[Stored data entries]
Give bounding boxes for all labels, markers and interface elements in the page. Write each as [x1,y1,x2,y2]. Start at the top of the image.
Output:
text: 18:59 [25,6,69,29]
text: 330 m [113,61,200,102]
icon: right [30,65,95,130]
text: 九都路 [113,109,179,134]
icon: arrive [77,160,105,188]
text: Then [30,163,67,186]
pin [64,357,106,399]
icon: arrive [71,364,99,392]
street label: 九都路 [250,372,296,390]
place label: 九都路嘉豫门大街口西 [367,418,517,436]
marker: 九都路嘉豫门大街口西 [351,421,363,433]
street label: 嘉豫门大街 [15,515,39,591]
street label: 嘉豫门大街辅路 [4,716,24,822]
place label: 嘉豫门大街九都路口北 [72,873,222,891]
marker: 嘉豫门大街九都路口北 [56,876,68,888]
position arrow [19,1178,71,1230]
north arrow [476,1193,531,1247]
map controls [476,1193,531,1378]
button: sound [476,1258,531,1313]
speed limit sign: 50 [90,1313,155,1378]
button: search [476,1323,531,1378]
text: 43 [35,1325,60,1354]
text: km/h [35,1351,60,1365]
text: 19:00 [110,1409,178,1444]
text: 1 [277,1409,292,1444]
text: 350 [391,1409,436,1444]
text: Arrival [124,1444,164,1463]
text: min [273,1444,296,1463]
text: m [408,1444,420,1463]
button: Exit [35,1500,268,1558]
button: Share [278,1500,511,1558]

▶ **Try it**
Search the data above for the word "text". Copy each line it is in.

▶ **Solution**
text: 18:59 [25,6,69,29]
text: 330 m [113,61,200,102]
text: 九都路 [113,109,179,134]
text: Then [30,163,67,186]
text: 43 [35,1325,60,1354]
text: km/h [35,1351,60,1365]
text: 19:00 [110,1409,178,1444]
text: 1 [277,1409,292,1444]
text: 350 [391,1409,436,1444]
text: Arrival [124,1444,164,1463]
text: min [273,1444,296,1463]
text: m [408,1444,420,1463]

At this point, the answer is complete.